Data to examine:
- Opening Delimiter -
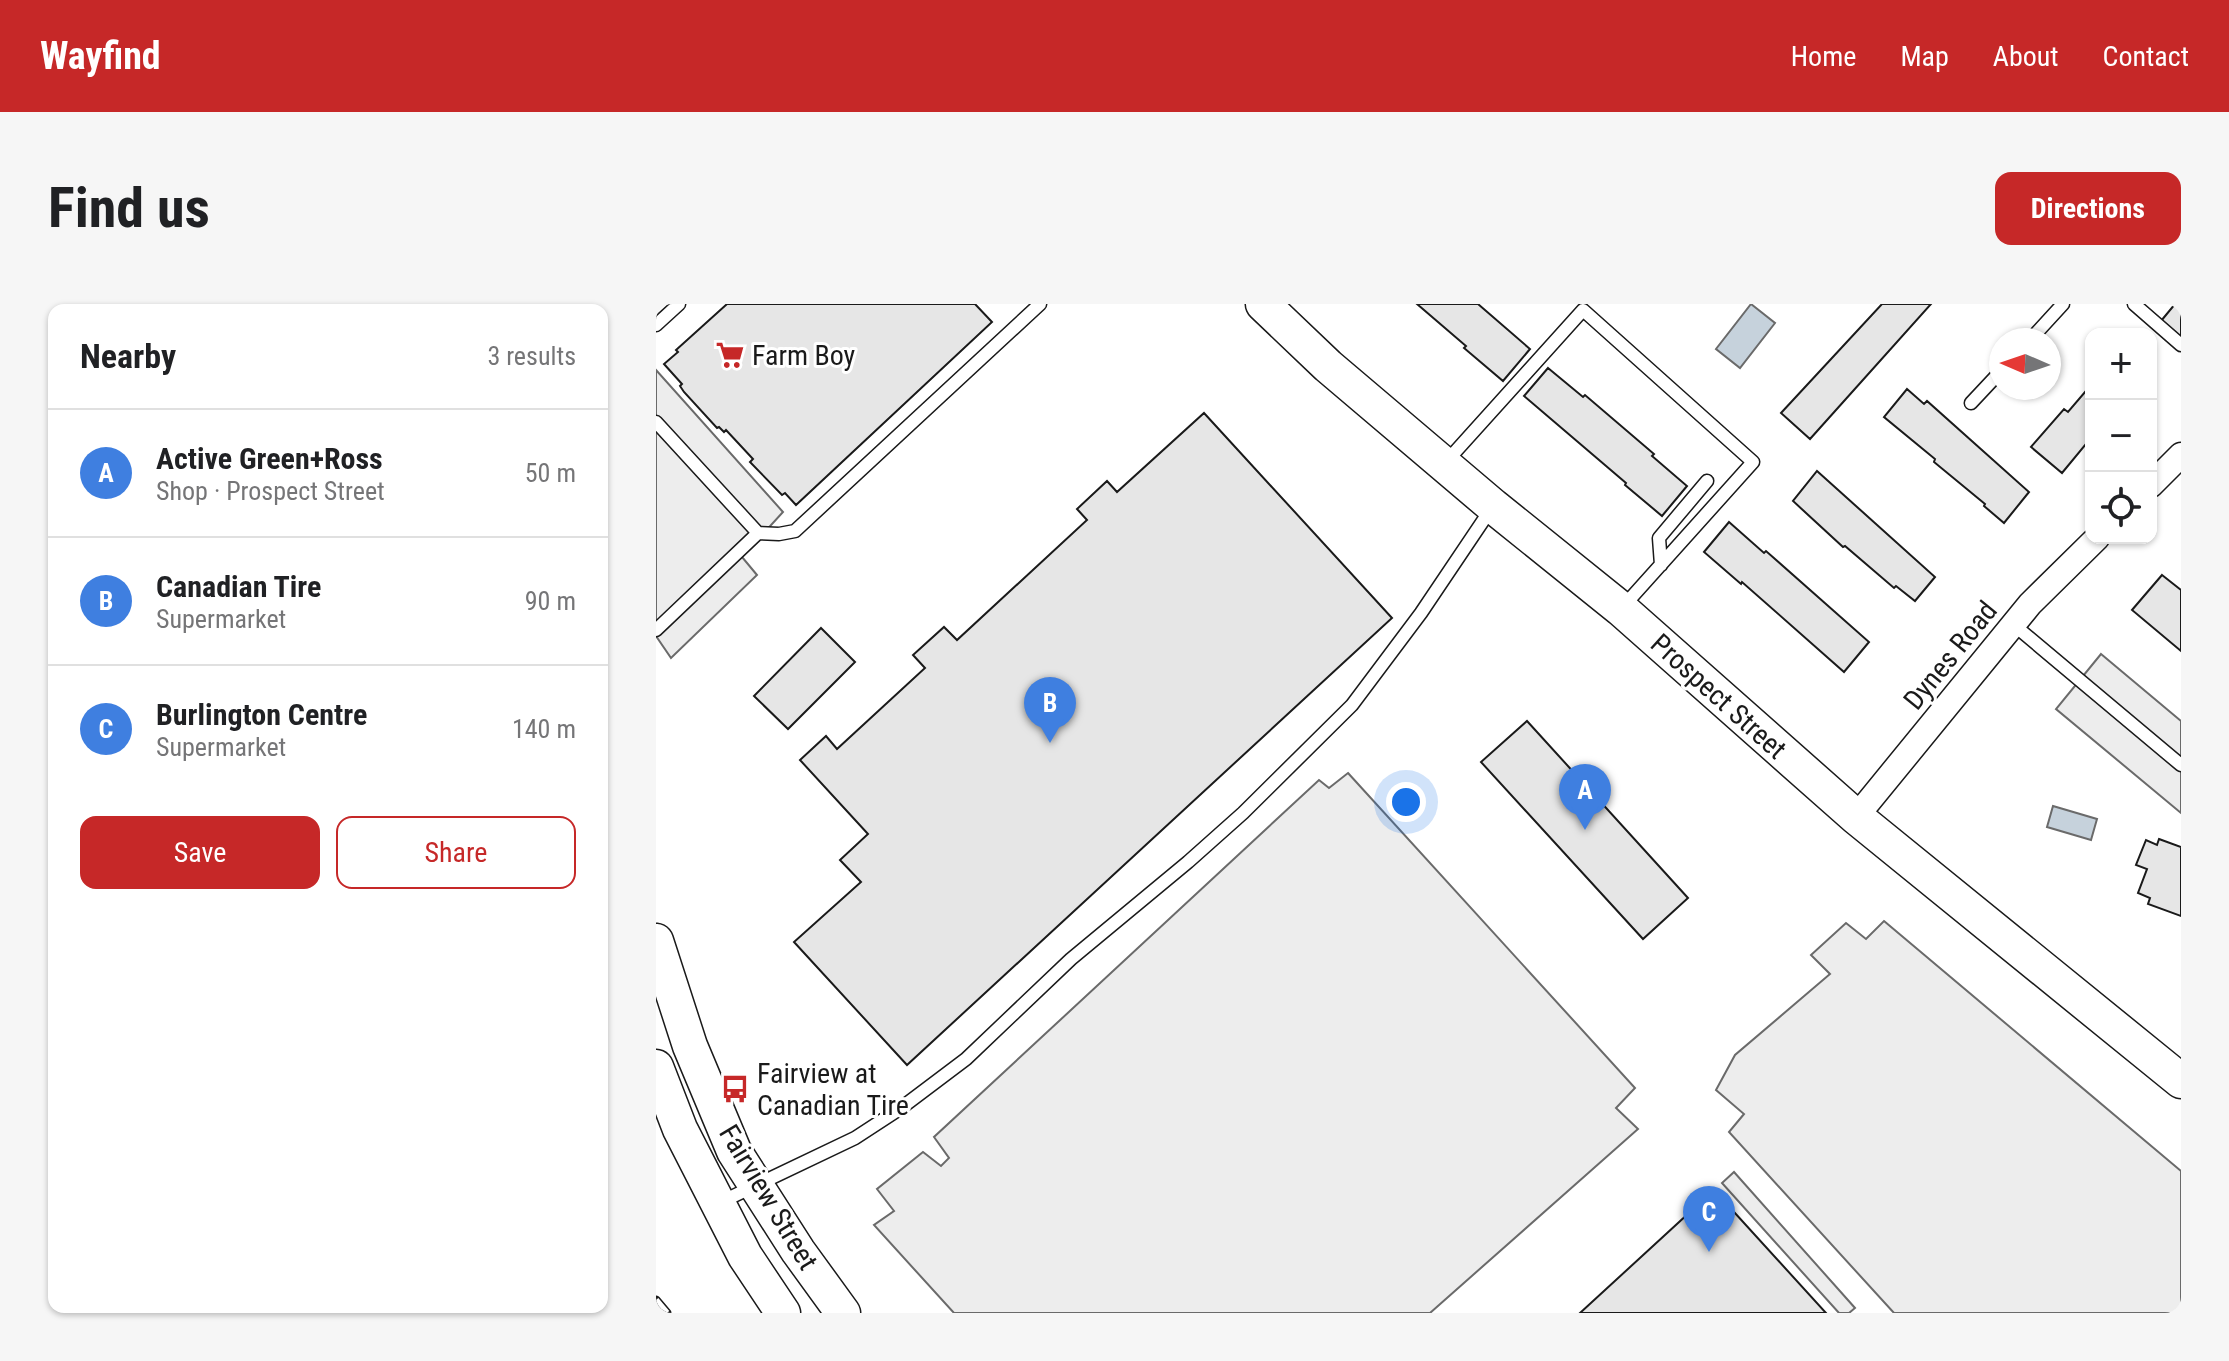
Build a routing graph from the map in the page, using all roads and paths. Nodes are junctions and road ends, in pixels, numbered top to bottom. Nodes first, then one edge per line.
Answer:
1 (679, 304) edge
2 (1040, 304) edge
3 (1263, 304) edge
4 (2063, 304) edge
5 (2134, 304) edge
6 (656, 325) edge
7 (2041, 328) edge
8 (2181, 345) edge
9 (1989, 384) edge
10 (1971, 403) dead end
11 (656, 422) edge
12 (2181, 455) edge
13 (1444, 464) junction
14 (2157, 479) edge
15 (1707, 481) dead end
16 (1493, 506) junction
17 (758, 533) junction
18 (2091, 544) edge
19 (1661, 565) junction
20 (1621, 609) junction
21 (2014, 625) junction
22 (656, 630) edge
23 (2181, 765) edge
24 (1856, 817) junction
25 (656, 941) edge
26 (656, 1067) edge
27 (2181, 1081) edge
28 (756, 1185) junction
29 (718, 1203) junction
30 (783, 1313) edge
31 (843, 1313) edge

1 - 6 lane
2 - 17 lane
3 - 13 street, Prospect Street
4 - 7 lane
5 - 8 lane
9 - 10 lane
11 - 17 lane
12 - 14 street
13 - 16 street, Prospect Street
13 - 19 lane
15 - 19 lane
16 - 20 street, Prospect Street
16 - 28 lane
17 - 22 lane
18 - 21 street, Dynes Road
19 - 20 lane
20 - 24 street, Prospect Street
21 - 23 lane
21 - 24 street, Dynes Road
24 - 27 street, Prospect Street
25 - 28 street, Fairview Street
26 - 29 street, Fairview Street
28 - 29 lane
28 - 31 street, Fairview Street
29 - 30 street, Fairview Street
- Closing Delimiter -
What you will do:
Print the preceding material over again exactly. Please leave the pictures out.

Task output:
Build a routing graph from the map in the page, using all roads and paths. Nodes are junctions and road ends, in pixels, numbered top to bottom. Nodes first, then one edge per line.
Answer:
1 (679, 304) edge
2 (1040, 304) edge
3 (1263, 304) edge
4 (2063, 304) edge
5 (2134, 304) edge
6 (656, 325) edge
7 (2041, 328) edge
8 (2181, 345) edge
9 (1989, 384) edge
10 (1971, 403) dead end
11 (656, 422) edge
12 (2181, 455) edge
13 (1444, 464) junction
14 (2157, 479) edge
15 (1707, 481) dead end
16 (1493, 506) junction
17 (758, 533) junction
18 (2091, 544) edge
19 (1661, 565) junction
20 (1621, 609) junction
21 (2014, 625) junction
22 (656, 630) edge
23 (2181, 765) edge
24 (1856, 817) junction
25 (656, 941) edge
26 (656, 1067) edge
27 (2181, 1081) edge
28 (756, 1185) junction
29 (718, 1203) junction
30 (783, 1313) edge
31 (843, 1313) edge

1 - 6 lane
2 - 17 lane
3 - 13 street, Prospect Street
4 - 7 lane
5 - 8 lane
9 - 10 lane
11 - 17 lane
12 - 14 street
13 - 16 street, Prospect Street
13 - 19 lane
15 - 19 lane
16 - 20 street, Prospect Street
16 - 28 lane
17 - 22 lane
18 - 21 street, Dynes Road
19 - 20 lane
20 - 24 street, Prospect Street
21 - 23 lane
21 - 24 street, Dynes Road
24 - 27 street, Prospect Street
25 - 28 street, Fairview Street
26 - 29 street, Fairview Street
28 - 29 lane
28 - 31 street, Fairview Street
29 - 30 street, Fairview Street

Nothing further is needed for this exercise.